*What this task involves*
What is needed is an exact transcription of every record below.

Top of Extracted material

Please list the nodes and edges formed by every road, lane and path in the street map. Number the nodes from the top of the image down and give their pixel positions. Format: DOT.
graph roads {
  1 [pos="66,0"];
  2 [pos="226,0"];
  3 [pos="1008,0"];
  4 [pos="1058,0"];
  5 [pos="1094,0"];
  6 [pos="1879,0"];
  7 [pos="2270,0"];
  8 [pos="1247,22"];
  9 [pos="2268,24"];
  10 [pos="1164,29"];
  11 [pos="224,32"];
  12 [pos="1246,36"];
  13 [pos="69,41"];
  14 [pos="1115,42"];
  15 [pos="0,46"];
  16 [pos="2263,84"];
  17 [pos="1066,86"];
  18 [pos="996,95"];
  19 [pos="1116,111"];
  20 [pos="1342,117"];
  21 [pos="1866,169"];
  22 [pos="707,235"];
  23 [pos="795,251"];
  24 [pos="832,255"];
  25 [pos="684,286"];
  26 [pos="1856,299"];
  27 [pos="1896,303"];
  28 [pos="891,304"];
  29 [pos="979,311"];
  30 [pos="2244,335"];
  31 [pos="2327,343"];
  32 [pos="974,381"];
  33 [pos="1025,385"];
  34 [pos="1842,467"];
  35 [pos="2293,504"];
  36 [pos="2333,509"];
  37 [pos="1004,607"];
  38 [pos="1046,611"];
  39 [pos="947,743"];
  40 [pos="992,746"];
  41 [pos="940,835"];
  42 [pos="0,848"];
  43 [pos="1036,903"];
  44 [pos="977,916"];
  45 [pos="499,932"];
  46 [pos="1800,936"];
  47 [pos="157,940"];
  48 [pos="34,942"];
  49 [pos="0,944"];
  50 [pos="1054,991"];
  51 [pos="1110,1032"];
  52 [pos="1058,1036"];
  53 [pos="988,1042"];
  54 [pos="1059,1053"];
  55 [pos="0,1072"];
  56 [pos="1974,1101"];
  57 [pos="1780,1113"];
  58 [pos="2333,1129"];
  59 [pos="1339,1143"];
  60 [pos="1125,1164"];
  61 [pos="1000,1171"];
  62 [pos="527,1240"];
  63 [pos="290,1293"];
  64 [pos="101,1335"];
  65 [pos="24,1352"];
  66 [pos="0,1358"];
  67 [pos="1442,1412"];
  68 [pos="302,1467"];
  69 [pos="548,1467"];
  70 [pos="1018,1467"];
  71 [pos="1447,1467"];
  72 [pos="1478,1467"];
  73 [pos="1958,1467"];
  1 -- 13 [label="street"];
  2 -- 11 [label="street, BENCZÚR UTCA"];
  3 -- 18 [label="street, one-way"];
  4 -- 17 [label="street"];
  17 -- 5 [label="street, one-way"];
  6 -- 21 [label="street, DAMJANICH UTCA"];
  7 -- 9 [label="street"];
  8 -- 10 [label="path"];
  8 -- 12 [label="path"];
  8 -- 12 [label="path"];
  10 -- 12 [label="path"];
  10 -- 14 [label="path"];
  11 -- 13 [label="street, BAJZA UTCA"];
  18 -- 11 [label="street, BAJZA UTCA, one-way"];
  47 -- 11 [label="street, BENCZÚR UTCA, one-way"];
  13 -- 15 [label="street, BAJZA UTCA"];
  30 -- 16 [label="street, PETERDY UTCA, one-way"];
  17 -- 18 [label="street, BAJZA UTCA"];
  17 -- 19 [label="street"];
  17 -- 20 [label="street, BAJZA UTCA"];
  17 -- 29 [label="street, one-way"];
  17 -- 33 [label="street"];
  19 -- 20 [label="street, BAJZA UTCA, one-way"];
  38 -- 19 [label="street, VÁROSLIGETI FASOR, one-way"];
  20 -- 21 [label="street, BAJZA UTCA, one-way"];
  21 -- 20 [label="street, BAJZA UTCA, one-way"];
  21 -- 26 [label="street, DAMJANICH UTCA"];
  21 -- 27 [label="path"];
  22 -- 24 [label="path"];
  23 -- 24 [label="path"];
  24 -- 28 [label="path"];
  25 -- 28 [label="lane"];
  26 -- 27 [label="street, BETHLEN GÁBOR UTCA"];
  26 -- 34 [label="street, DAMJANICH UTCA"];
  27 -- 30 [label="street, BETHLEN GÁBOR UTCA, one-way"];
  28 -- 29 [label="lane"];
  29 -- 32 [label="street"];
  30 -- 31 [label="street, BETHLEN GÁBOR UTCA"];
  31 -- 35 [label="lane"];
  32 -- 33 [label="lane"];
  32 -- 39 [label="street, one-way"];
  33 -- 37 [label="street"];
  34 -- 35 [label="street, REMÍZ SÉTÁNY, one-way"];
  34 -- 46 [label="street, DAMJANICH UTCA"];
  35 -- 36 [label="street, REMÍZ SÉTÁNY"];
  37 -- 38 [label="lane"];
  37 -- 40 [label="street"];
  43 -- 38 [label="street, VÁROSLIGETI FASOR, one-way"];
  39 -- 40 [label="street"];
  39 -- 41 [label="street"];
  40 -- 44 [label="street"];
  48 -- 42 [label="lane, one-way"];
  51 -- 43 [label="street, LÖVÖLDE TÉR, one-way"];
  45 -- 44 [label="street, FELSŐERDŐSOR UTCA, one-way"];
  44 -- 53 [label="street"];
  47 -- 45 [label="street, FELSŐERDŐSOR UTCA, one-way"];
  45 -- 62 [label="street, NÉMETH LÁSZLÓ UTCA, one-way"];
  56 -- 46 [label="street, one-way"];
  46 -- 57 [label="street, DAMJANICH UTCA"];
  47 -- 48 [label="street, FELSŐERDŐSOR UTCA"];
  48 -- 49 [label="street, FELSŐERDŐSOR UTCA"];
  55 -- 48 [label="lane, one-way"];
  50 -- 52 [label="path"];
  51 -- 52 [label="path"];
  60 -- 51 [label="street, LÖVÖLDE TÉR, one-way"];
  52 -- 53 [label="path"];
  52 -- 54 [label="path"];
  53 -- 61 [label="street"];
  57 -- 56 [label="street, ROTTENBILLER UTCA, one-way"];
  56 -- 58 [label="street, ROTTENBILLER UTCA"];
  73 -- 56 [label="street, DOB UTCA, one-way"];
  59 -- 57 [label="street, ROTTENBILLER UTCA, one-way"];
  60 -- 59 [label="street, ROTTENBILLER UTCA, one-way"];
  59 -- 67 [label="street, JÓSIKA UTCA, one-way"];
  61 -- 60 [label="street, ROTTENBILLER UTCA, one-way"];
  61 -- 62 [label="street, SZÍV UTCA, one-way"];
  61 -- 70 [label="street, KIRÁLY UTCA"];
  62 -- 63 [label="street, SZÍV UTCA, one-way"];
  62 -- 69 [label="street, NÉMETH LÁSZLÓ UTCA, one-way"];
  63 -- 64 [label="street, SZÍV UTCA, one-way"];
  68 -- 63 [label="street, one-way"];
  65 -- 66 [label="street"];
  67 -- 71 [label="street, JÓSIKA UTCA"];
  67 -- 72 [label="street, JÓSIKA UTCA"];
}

Bottom of Extracted material

*Answer to the problem*
Please list the nodes and edges formed by every road, lane and path in the street map. Number the nodes from the top of the image down and give their pixel positions. Format: DOT.
graph roads {
  1 [pos="66,0"];
  2 [pos="226,0"];
  3 [pos="1008,0"];
  4 [pos="1058,0"];
  5 [pos="1094,0"];
  6 [pos="1879,0"];
  7 [pos="2270,0"];
  8 [pos="1247,22"];
  9 [pos="2268,24"];
  10 [pos="1164,29"];
  11 [pos="224,32"];
  12 [pos="1246,36"];
  13 [pos="69,41"];
  14 [pos="1115,42"];
  15 [pos="0,46"];
  16 [pos="2263,84"];
  17 [pos="1066,86"];
  18 [pos="996,95"];
  19 [pos="1116,111"];
  20 [pos="1342,117"];
  21 [pos="1866,169"];
  22 [pos="707,235"];
  23 [pos="795,251"];
  24 [pos="832,255"];
  25 [pos="684,286"];
  26 [pos="1856,299"];
  27 [pos="1896,303"];
  28 [pos="891,304"];
  29 [pos="979,311"];
  30 [pos="2244,335"];
  31 [pos="2327,343"];
  32 [pos="974,381"];
  33 [pos="1025,385"];
  34 [pos="1842,467"];
  35 [pos="2293,504"];
  36 [pos="2333,509"];
  37 [pos="1004,607"];
  38 [pos="1046,611"];
  39 [pos="947,743"];
  40 [pos="992,746"];
  41 [pos="940,835"];
  42 [pos="0,848"];
  43 [pos="1036,903"];
  44 [pos="977,916"];
  45 [pos="499,932"];
  46 [pos="1800,936"];
  47 [pos="157,940"];
  48 [pos="34,942"];
  49 [pos="0,944"];
  50 [pos="1054,991"];
  51 [pos="1110,1032"];
  52 [pos="1058,1036"];
  53 [pos="988,1042"];
  54 [pos="1059,1053"];
  55 [pos="0,1072"];
  56 [pos="1974,1101"];
  57 [pos="1780,1113"];
  58 [pos="2333,1129"];
  59 [pos="1339,1143"];
  60 [pos="1125,1164"];
  61 [pos="1000,1171"];
  62 [pos="527,1240"];
  63 [pos="290,1293"];
  64 [pos="101,1335"];
  65 [pos="24,1352"];
  66 [pos="0,1358"];
  67 [pos="1442,1412"];
  68 [pos="302,1467"];
  69 [pos="548,1467"];
  70 [pos="1018,1467"];
  71 [pos="1447,1467"];
  72 [pos="1478,1467"];
  73 [pos="1958,1467"];
  1 -- 13 [label="street"];
  2 -- 11 [label="street, BENCZÚR UTCA"];
  3 -- 18 [label="street, one-way"];
  4 -- 17 [label="street"];
  17 -- 5 [label="street, one-way"];
  6 -- 21 [label="street, DAMJANICH UTCA"];
  7 -- 9 [label="street"];
  8 -- 10 [label="path"];
  8 -- 12 [label="path"];
  8 -- 12 [label="path"];
  10 -- 12 [label="path"];
  10 -- 14 [label="path"];
  11 -- 13 [label="street, BAJZA UTCA"];
  18 -- 11 [label="street, BAJZA UTCA, one-way"];
  47 -- 11 [label="street, BENCZÚR UTCA, one-way"];
  13 -- 15 [label="street, BAJZA UTCA"];
  30 -- 16 [label="street, PETERDY UTCA, one-way"];
  17 -- 18 [label="street, BAJZA UTCA"];
  17 -- 19 [label="street"];
  17 -- 20 [label="street, BAJZA UTCA"];
  17 -- 29 [label="street, one-way"];
  17 -- 33 [label="street"];
  19 -- 20 [label="street, BAJZA UTCA, one-way"];
  38 -- 19 [label="street, VÁROSLIGETI FASOR, one-way"];
  20 -- 21 [label="street, BAJZA UTCA, one-way"];
  21 -- 20 [label="street, BAJZA UTCA, one-way"];
  21 -- 26 [label="street, DAMJANICH UTCA"];
  21 -- 27 [label="path"];
  22 -- 24 [label="path"];
  23 -- 24 [label="path"];
  24 -- 28 [label="path"];
  25 -- 28 [label="lane"];
  26 -- 27 [label="street, BETHLEN GÁBOR UTCA"];
  26 -- 34 [label="street, DAMJANICH UTCA"];
  27 -- 30 [label="street, BETHLEN GÁBOR UTCA, one-way"];
  28 -- 29 [label="lane"];
  29 -- 32 [label="street"];
  30 -- 31 [label="street, BETHLEN GÁBOR UTCA"];
  31 -- 35 [label="lane"];
  32 -- 33 [label="lane"];
  32 -- 39 [label="street, one-way"];
  33 -- 37 [label="street"];
  34 -- 35 [label="street, REMÍZ SÉTÁNY, one-way"];
  34 -- 46 [label="street, DAMJANICH UTCA"];
  35 -- 36 [label="street, REMÍZ SÉTÁNY"];
  37 -- 38 [label="lane"];
  37 -- 40 [label="street"];
  43 -- 38 [label="street, VÁROSLIGETI FASOR, one-way"];
  39 -- 40 [label="street"];
  39 -- 41 [label="street"];
  40 -- 44 [label="street"];
  48 -- 42 [label="lane, one-way"];
  51 -- 43 [label="street, LÖVÖLDE TÉR, one-way"];
  45 -- 44 [label="street, FELSŐERDŐSOR UTCA, one-way"];
  44 -- 53 [label="street"];
  47 -- 45 [label="street, FELSŐERDŐSOR UTCA, one-way"];
  45 -- 62 [label="street, NÉMETH LÁSZLÓ UTCA, one-way"];
  56 -- 46 [label="street, one-way"];
  46 -- 57 [label="street, DAMJANICH UTCA"];
  47 -- 48 [label="street, FELSŐERDŐSOR UTCA"];
  48 -- 49 [label="street, FELSŐERDŐSOR UTCA"];
  55 -- 48 [label="lane, one-way"];
  50 -- 52 [label="path"];
  51 -- 52 [label="path"];
  60 -- 51 [label="street, LÖVÖLDE TÉR, one-way"];
  52 -- 53 [label="path"];
  52 -- 54 [label="path"];
  53 -- 61 [label="street"];
  57 -- 56 [label="street, ROTTENBILLER UTCA, one-way"];
  56 -- 58 [label="street, ROTTENBILLER UTCA"];
  73 -- 56 [label="street, DOB UTCA, one-way"];
  59 -- 57 [label="street, ROTTENBILLER UTCA, one-way"];
  60 -- 59 [label="street, ROTTENBILLER UTCA, one-way"];
  59 -- 67 [label="street, JÓSIKA UTCA, one-way"];
  61 -- 60 [label="street, ROTTENBILLER UTCA, one-way"];
  61 -- 62 [label="street, SZÍV UTCA, one-way"];
  61 -- 70 [label="street, KIRÁLY UTCA"];
  62 -- 63 [label="street, SZÍV UTCA, one-way"];
  62 -- 69 [label="street, NÉMETH LÁSZLÓ UTCA, one-way"];
  63 -- 64 [label="street, SZÍV UTCA, one-way"];
  68 -- 63 [label="street, one-way"];
  65 -- 66 [label="street"];
  67 -- 71 [label="street, JÓSIKA UTCA"];
  67 -- 72 [label="street, JÓSIKA UTCA"];
}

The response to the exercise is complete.